In Sardegna l’utilizzo della farina e della semola di grano duro sono alla base di una varietà infinita di panificazioni. Ogni territorio ha il suo pane e la sua ricetta tipici. Ci sarebbe da scriverne i capitoli di un intero manuale. Io a pochi passi da casa ho la fortuna di poter contare su un agricoltore locale che macina il grano di sua produzione. Vende la farina e le semole ma anche il pane e altri prodotti da forno rigorosamente realizzati con le sue farine. Le pizzette al taglio, quelle dello spuntino di mezza mattina, realizzate con la farina di grano duro sono eccezionali.
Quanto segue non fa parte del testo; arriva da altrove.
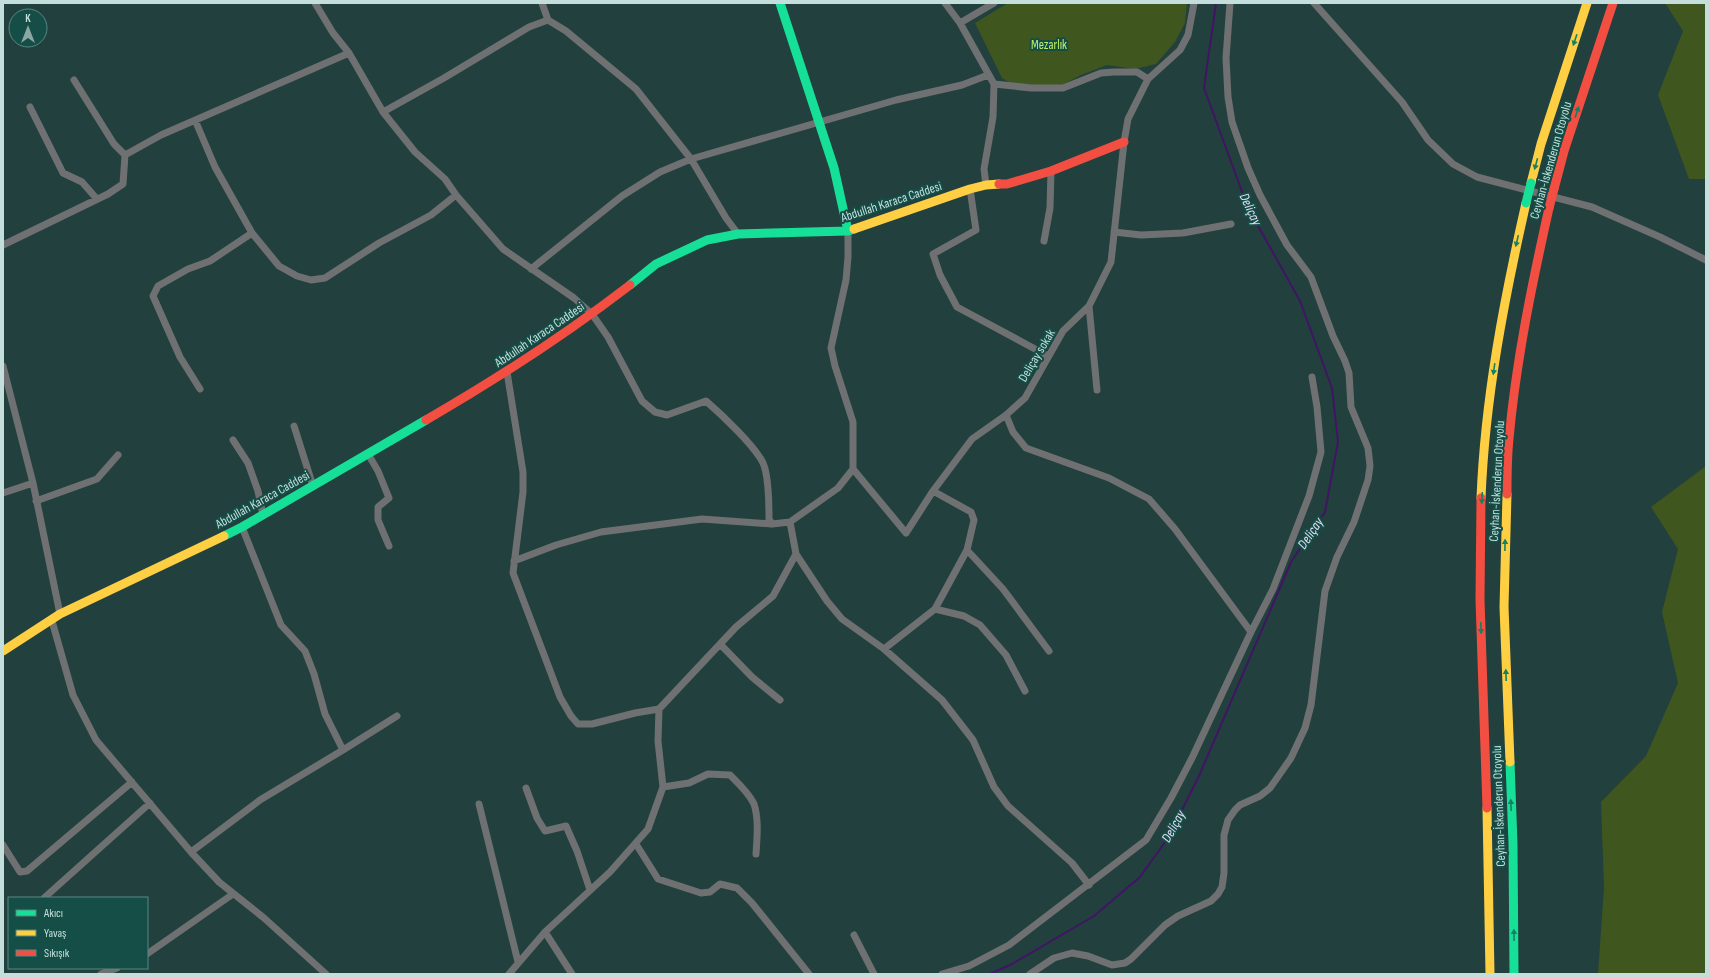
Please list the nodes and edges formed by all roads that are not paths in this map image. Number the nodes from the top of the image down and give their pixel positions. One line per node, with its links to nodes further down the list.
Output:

Il pane con la semola di grano duro che vi propongo in questa ricetta è un semplice impasto di semola rimacinata di grano duro, acqua, lievito e un cucchiaino di miele. Una lievitazione lenta e ingredienti genuini vi consentiranno di produrre un pane fragrante e gustoso che si manterrà saporito e morbido per più giorni. E quando avrà perso la sua morbidezza sarà ottimo tostato con del fragrante olio extravergine di oliva.

 

 

PANE CON LA SEMOLA DI GRANO DURO


 

COSA CI OCCORRE PER UNA RICETTA COMPLETA

  • 1 kg di semola rimacinata di grano duro
  • 600 g di acqua
  • 20 g di lievito di birra
  • 30 g di sale
  • 1 cucchiaino di miele

 

PROCEDIMENTO

  1. Per preparare il pane con la semola di grano duro iniziate sciogliendo il lievito nell’acqua, deve essere a temperatura ambiente. Aggiungete il miele e mescolate.
  2. Nel boccale della planetaria o dell’impastatrice mescolate la semola insieme al sale.
  3. Iniziate a far lavorare la macchina a velocità 1 e aggiungete gradualmente l’acqua portando la velocità a 3.
  4. Impastate per 10 minuti aumentando la velocità a 4.
  5. Lasciate riposare per 5 minuti e impastate per altri 10 minuti.
  6. Con l’impasto ottenuto formate una palla e lasciate lievitare in un recipiente capiente al buio e ben coperto, magari con una tovaglia più volte ripiegata come faccio io. In inverno non è una cattiva idea tenere l’impasto vicino ad una fonte di calore. Lasciate lievitare fino a che l’impasto non sarà raddoppiato.
  7. Prendete l’impasto così ottenuto e sgonfiatelo delicatamente. Separatelo nelle porzioni desiderate. Io ho realizzato un pane più grande e dei panini più piccoli. Li ho incisi nel mezzo per dargli la forma caratteristica.
  8. Disponete il vostro pane in una teglia che avrete in precedenza foderato con della carta da forno. Lasciate riposare per 30 minuti e nel frattempo preriscaldate il forno a 200°C. Io ho infornato per primo il pane più grande. Ho cotto a 200°C per 20 minuti e abbassato la temperatura a 170°C per altri 10 minuti. I panini più piccoli sono stati in forno alle stesse temperature rispettivamente per 15 minuti iniziali e 5 minuti finali. Il consiglio che vi do sempre è quello di basarvi anche sulle caratteristiche del vostro forno e di controllare la doratura prima di estrarre il pane.

Dopo la cottura del pane più grande ho spento il forno, aperto lo sportello e lasciato che raffreddasse all’interno. Poi dopo circa 1 ora ho proseguito con la cottura dei panini seguendo lo stesso procedimento.